## [Instructions to follow]
Your task is to copy every line of the entries that contains "Lane".

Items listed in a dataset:
▬▬▬▬▬▬▬▬▬▬

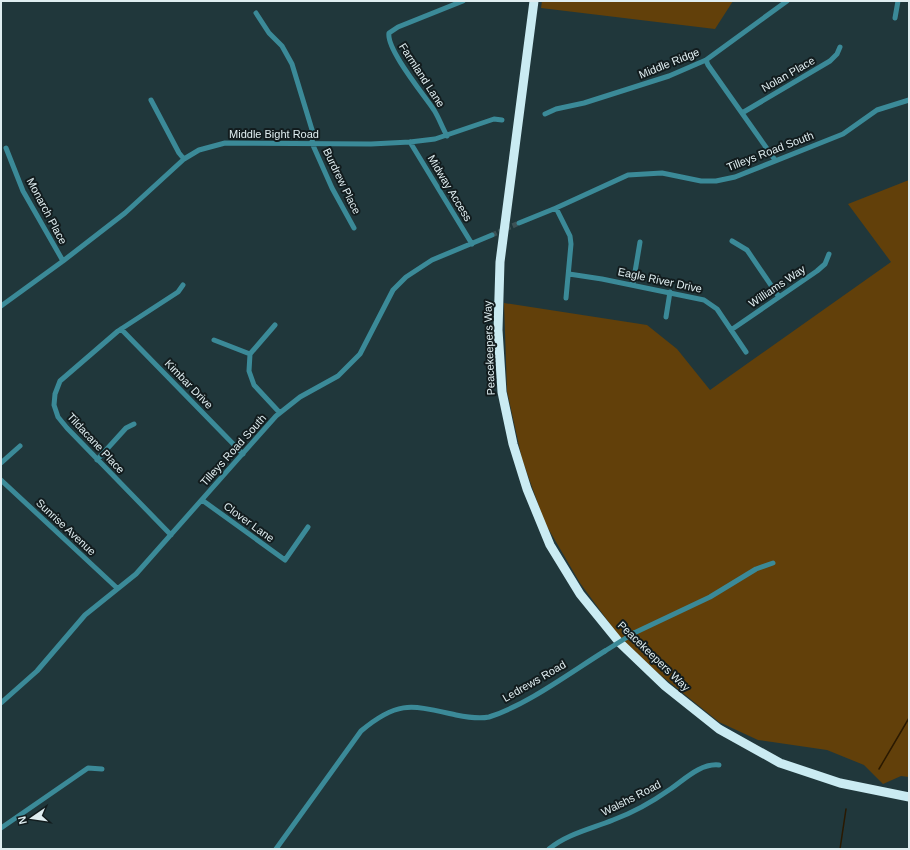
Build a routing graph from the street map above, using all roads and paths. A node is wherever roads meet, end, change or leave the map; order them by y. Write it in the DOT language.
graph roads {
  1 [pos="463,1"];
  2 [pos="534,1"];
  3 [pos="787,1"];
  4 [pos="898,1"];
  5 [pos="256,13"];
  6 [pos="894,18"];
  7 [pos="840,47"];
  8 [pos="706,60"];
  9 [pos="151,100"];
  10 [pos="909,100"];
  11 [pos="742,113"];
  12 [pos="545,114"];
  13 [pos="502,120"];
  14 [pos="446,136"];
  15 [pos="410,142"];
  16 [pos="312,143"];
  17 [pos="6,148"];
  18 [pos="184,159"];
  19 [pos="775,160"];
  20 [pos="556,208"];
  21 [pos="519,223"];
  22 [pos="354,228"];
  23 [pos="492,235"];
  24 [pos="732,241"];
  25 [pos="640,242"];
  26 [pos="472,244"];
  27 [pos="829,254"];
  28 [pos="63,262"];
  29 [pos="569,274"];
  30 [pos="633,284"];
  31 [pos="183,285"];
  32 [pos="670,292"];
  33 [pos="779,297"];
  34 [pos="566,298"];
  35 [pos="1,306"];
  36 [pos="666,317"];
  37 [pos="275,325"];
  38 [pos="121,329"];
  39 [pos="731,330"];
  40 [pos="214,340"];
  41 [pos="746,352"];
  42 [pos="250,354"];
  43 [pos="280,413"];
  44 [pos="134,424"];
  45 [pos="20,446"];
  46 [pos="243,454"];
  47 [pos="98,460"];
  48 [pos="1,463"];
  49 [pos="1,480"];
  50 [pos="202,500"];
  51 [pos="308,527"];
  52 [pos="171,535"];
  53 [pos="773,563"];
  54 [pos="117,588"];
  55 [pos="1,704"];
  56 [pos="719,765"];
  57 [pos="102,769"];
  58 [pos="909,798"];
  59 [pos="1,828"];
  60 [pos="276,849"];
  61 [pos="549,849"];
  1 -- 14 [label="street, Farmland Lane"];
  2 -- 58 [label="highway, Peacekeepers Way"];
  3 -- 8 [label="street, Middle Ridge"];
  4 -- 6 [label="street"];
  5 -- 16 [label="street, Burdrew Place"];
  7 -- 11 [label="street, Nolan Place"];
  8 -- 11 [label="street"];
  8 -- 12 [label="street, Middle Ridge"];
  9 -- 18 [label="street"];
  10 -- 19 [label="street, Tilleys Road South"];
  11 -- 19 [label="street"];
  13 -- 14 [label="street, Middle Bight Road"];
  14 -- 15 [label="street, Middle Bight Road"];
  15 -- 16 [label="street, Middle Bight Road"];
  15 -- 26 [label="street, Midway Access"];
  16 -- 18 [label="street, Middle Bight Road"];
  16 -- 22 [label="street, Burdrew Place"];
  17 -- 28 [label="street, Monarch Place"];
  18 -- 28 [label="street, Middle Bight Road"];
  19 -- 20 [label="street, Tilleys Road South"];
  20 -- 21 [label="street, Tilleys Road South"];
  20 -- 29 [label="street"];
  23 -- 26 [label="street, Tilleys Road South"];
  24 -- 33 [label="street"];
  25 -- 30 [label="street"];
  26 -- 43 [label="street, Tilleys Road South"];
  27 -- 33 [label="street, Williams Way"];
  28 -- 35 [label="street, Middle Bight Road"];
  29 -- 30 [label="street, Eagle River Drive"];
  29 -- 34 [label="street"];
  30 -- 32 [label="street, Eagle River Drive"];
  31 -- 38 [label="street, Tildacane Place"];
  32 -- 36 [label="street"];
  32 -- 39 [label="street, Eagle River Drive"];
  33 -- 39 [label="street, Williams Way"];
  37 -- 42 [label="street"];
  38 -- 46 [label="street, Kimbar Drive"];
  38 -- 47 [label="street, Tildacane Place"];
  39 -- 41 [label="street, Eagle River Drive"];
  40 -- 42 [label="street"];
  42 -- 43 [label="street"];
  43 -- 46 [label="street, Tilleys Road South"];
  44 -- 47 [label="street"];
  45 -- 48 [label="street"];
  46 -- 50 [label="street, Tilleys Road South"];
  47 -- 52 [label="street, Tildacane Place"];
  49 -- 54 [label="street, Sunrise Avenue"];
  50 -- 51 [label="street, Clover Lane"];
  50 -- 52 [label="street, Tilleys Road South"];
  52 -- 54 [label="street, Tilleys Road South"];
  53 -- 60 [label="street, Ledrews Road, bridge"];
  54 -- 55 [label="street, Tilleys Road South"];
  56 -- 61 [label="street, Walshs Road"];
  57 -- 59 [label="street"];
}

▬▬▬▬▬▬▬▬▬▬

## [Written response]
  1 -- 14 [label="street, Farmland Lane"];
  50 -- 51 [label="street, Clover Lane"];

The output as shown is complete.